Anything that affects frequency response and that is audible by virtue of the effect on frequency response will manifest in measurements of frequency response. This is tautologically true. Whether you are able to identify the anomaly by visual inspection of the response curve is a somewhat different question. But if the anomaly, whatever its nature, audibly affects the frequency response, there will absolutely be evidence of it in the measured frequency response.
As for how you know whether a spike observed in the frequency response is caused by a cabinet resonance vs. something else, this is not easy in the case of panel resonances, because the affected frequencies are inherently difficult to predict. But the other kind of enclosure resonance, i.e., standing waves that set up inside the enclosure, are straightforward to predict given the interior dimensions. If you observe a pronounced spike at some specific frequency and it is so strong as to suggest a resonance of some sort, and if the corresponding wavelength is one of the wavelengths for which standing waves are predicted in accordance with the interior dimensions, there is then very high likelihood that the observed response spike is associated with the standing wave. ... .

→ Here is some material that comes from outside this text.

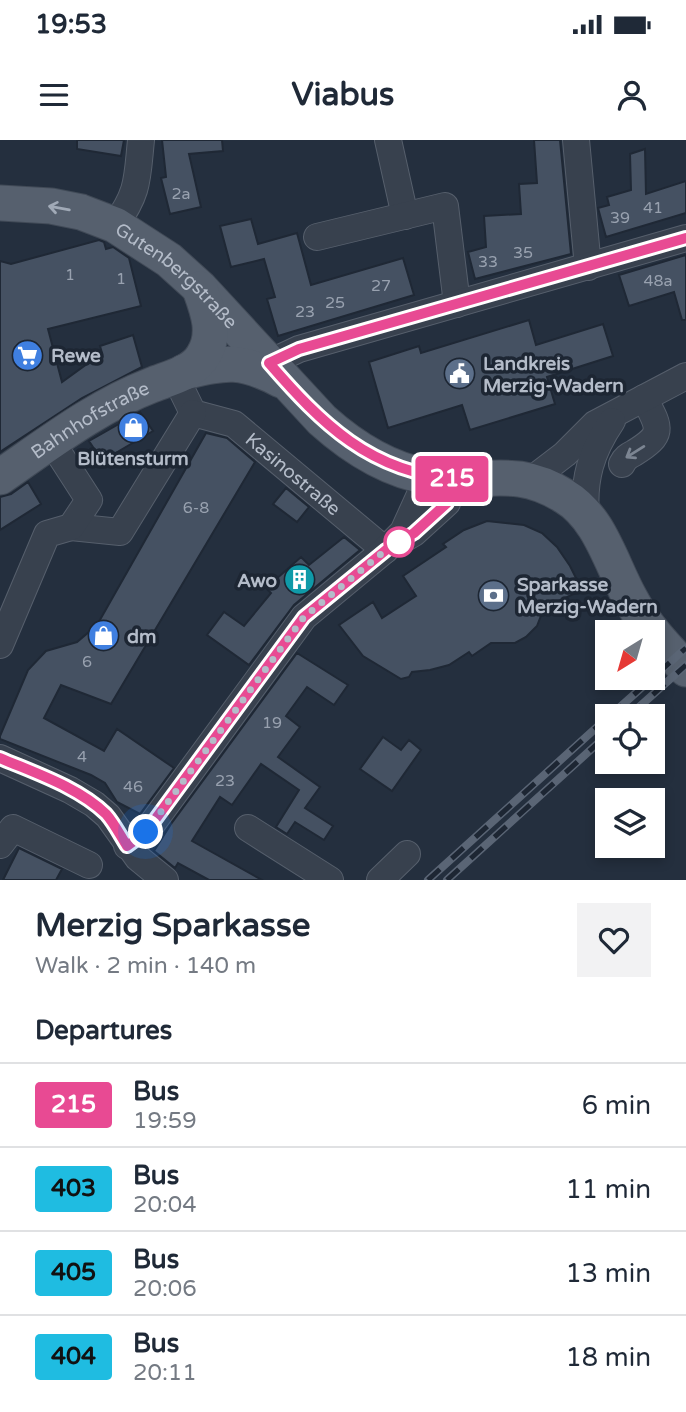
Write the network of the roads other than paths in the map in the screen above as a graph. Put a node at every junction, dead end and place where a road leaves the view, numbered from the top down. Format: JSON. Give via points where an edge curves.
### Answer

Edit: The particular algorithmic formula, by which the wavelengths and frequencies for standing waves that set up within an enclosure may be calculated, was not so very pertinent to the points I was making. Nevertheless it has been brought to my attention that I screwed it up, in using the 1/4 wavelength, odd integer rule. The essential fact is that a pressure antinode must exist at both hard reflective surfaces, in order for a standing wave of a particular wavelength to set up between the hard reflective surfaces. But it doesn't really matter whether it is a node or an antinode, because it must surely be the same for both hard surfaces, i.e., either a node at both surfaces or an antinode at both surfaces, and regardless of which of the two happens to be correct, 1/2 of a wavelength must match the distance between the two surfaces (or any integer multiple of 1/2 wavelength). The distance D = n x lambda/2 => lambda = D x 2/n where n is any integer, even or odd. Note, moreover, that the frequencies of "room modes" are a less straightforward calculation. The equation may be found here:
https://en.wikipedia.org/wiki/Acoustic_resonance, a Wikipedia page that provides a good mathematical explanation of resonance. In the simplistic case where all three dimensions are the same (i.e., a cube), the wavelengths (for various integer values n) are reduced by the factor approximately .58 (the reciprocal of the square root of 3), compared to the corresponding wavelengths (corresponding values of n) for a single pair of hard reflective surfaces.
I wish to note that the web page that was referred by ctrl in his comment pointing out my error is a web page (sengpielaudio.com) that I have previously invested some time in and that I disdain. The problem is partly that the English translation from German was apparently done using a bad robot, but this only scratches the surface even if it happens that the translation is the primary reason that it is so difficult to make sense of it. Of course it makes perfect sense to someone who doesn't need the explanation; this is generally how it is with bad explanations. A good amount of effort was invested in the individual graphics but precious little effort was invested in the organization of the page or in the written explanations. There are content boxes with borders where the key piece of information that identifies the scenario to which the information in the box applies is located at the bottom of the box. Inside these boxes are found many run-on equations where the "=" sign occurs multiple times in a single mathematical expression, which is improper. And the explanations are just not good, well-written explanations. Another page on the same site endeavors to argue that sound power is the "cause" and that sound pressure is the "effect". This manner of differentiating cause and effect is wholly contrived; the page where this is done is gibberish. The sengpielaudio.com page says that this Wikipedia page (
http://en.wikipedia.org/wiki/Standing_wave) is "Not good". This Wikipedia page provides a mathematically correct, generalized derivation of standing waves. A key feature of this derivation is the use of the
sum-to-product trigonometric identity to obtain the characteristic waveform equation for standing waves. Through this analysis it is demonstrated mathematically that nodes occur at even multiples of a quarter wavelength and that antinodes occur at odd multiples of a quarter wavelength. (Pressure amplitude is always 0 at nodes, whereas at antinodes
peak pressure is twice the peak amplitude of either the incident or reflected wave alone.)
Both of the Wikipedia pages to which I have given links (
https://en.wikipedia.org/wiki/Acoustic_resonance and
http://en.wikipedia.org/wiki/Standing_wave) are well-written, well-organized, and mathematically meaningful.